> Task description:
Report each line of the records where "Moore" occurs.

> Record extracts:
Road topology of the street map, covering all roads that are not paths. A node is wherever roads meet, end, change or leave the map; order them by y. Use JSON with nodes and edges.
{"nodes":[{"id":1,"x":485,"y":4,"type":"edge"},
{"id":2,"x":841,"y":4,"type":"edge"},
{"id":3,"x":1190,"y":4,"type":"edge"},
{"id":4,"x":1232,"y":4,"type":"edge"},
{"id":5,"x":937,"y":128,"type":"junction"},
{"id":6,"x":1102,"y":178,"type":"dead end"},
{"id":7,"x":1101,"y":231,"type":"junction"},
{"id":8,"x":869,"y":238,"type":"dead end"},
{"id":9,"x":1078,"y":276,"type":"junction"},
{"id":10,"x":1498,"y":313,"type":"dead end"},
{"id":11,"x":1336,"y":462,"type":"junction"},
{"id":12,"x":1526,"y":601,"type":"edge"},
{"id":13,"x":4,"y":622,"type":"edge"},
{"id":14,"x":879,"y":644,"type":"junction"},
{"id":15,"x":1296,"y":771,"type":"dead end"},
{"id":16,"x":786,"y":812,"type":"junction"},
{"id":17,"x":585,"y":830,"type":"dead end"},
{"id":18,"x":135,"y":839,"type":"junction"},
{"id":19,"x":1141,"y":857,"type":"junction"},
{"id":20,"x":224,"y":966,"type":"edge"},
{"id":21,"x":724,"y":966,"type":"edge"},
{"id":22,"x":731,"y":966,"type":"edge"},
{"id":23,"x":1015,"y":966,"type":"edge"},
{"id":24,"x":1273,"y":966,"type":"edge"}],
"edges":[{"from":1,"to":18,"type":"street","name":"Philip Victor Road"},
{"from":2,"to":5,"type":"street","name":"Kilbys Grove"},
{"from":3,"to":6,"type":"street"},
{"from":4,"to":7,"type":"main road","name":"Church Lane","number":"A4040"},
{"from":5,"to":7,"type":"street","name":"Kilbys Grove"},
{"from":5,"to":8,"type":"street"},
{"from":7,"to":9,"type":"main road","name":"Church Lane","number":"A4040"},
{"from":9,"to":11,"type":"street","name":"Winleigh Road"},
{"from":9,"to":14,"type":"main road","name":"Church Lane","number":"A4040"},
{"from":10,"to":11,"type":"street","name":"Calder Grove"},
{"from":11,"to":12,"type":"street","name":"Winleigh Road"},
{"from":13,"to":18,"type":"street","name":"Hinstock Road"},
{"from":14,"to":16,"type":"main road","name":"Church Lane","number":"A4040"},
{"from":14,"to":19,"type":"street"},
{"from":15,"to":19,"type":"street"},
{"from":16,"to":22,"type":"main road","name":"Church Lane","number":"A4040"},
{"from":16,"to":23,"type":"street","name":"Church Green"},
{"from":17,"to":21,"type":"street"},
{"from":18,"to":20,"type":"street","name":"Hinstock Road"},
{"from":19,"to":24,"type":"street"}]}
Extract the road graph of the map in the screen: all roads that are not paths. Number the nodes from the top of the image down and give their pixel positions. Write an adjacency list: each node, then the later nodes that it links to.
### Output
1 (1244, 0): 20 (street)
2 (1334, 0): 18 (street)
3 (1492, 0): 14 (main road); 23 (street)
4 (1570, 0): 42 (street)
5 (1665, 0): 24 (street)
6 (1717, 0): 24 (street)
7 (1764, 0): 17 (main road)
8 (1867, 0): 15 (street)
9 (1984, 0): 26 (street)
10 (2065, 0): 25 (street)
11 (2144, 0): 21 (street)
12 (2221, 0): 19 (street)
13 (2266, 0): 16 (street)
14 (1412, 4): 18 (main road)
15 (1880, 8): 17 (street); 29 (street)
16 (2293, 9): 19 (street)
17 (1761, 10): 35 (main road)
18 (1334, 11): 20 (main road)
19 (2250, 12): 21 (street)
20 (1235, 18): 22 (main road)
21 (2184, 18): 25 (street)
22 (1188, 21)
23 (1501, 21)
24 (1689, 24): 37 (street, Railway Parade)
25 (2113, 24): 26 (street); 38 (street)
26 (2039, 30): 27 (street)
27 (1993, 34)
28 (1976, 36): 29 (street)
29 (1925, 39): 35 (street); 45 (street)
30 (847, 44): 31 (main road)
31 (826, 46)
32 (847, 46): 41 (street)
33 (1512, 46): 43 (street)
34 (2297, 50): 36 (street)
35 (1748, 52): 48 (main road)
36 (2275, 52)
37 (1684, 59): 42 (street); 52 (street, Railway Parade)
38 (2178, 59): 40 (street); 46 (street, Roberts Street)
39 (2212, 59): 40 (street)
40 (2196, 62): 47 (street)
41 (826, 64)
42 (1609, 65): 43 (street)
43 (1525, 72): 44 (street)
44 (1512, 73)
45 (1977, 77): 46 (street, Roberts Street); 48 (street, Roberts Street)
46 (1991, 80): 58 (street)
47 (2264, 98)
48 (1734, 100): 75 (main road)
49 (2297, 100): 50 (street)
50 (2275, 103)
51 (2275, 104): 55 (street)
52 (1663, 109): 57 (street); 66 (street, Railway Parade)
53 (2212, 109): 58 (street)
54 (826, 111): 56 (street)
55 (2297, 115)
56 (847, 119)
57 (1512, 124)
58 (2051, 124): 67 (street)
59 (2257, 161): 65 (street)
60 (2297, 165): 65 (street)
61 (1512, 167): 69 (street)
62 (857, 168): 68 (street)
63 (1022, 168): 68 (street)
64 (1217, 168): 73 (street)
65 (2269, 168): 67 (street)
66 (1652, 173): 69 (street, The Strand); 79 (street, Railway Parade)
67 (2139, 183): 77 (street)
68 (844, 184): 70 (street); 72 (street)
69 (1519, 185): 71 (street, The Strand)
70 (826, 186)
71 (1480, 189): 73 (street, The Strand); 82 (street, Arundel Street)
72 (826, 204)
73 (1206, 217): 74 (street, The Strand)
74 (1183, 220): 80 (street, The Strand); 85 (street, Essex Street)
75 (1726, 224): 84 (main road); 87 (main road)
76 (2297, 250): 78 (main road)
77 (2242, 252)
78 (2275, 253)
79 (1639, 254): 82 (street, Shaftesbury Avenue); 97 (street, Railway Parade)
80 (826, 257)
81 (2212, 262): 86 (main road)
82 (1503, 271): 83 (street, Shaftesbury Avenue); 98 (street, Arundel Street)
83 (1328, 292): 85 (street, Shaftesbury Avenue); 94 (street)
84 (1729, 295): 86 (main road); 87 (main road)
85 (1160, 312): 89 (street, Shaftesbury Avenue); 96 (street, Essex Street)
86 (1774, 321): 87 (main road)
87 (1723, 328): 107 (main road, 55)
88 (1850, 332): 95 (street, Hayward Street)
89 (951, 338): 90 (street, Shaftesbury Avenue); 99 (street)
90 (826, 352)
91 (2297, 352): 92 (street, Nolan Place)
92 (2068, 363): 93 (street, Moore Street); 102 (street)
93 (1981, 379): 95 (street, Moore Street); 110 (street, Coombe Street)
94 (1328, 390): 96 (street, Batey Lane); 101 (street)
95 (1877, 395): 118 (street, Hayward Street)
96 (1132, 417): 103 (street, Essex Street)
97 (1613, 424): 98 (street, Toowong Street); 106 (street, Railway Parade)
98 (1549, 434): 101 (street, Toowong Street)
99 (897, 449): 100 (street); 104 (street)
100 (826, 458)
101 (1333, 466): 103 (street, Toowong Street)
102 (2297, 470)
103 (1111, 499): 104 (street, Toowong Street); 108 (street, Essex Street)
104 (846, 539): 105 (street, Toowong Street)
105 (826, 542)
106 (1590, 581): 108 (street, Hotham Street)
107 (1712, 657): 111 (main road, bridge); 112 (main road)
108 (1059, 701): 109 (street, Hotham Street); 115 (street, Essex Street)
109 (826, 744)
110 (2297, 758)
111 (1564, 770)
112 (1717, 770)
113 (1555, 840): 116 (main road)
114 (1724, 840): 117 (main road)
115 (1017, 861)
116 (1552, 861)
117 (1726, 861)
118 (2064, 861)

> Exercise solution:
92 (2068, 363): 93 (street, Moore Street); 102 (street)
93 (1981, 379): 95 (street, Moore Street); 110 (street, Coombe Street)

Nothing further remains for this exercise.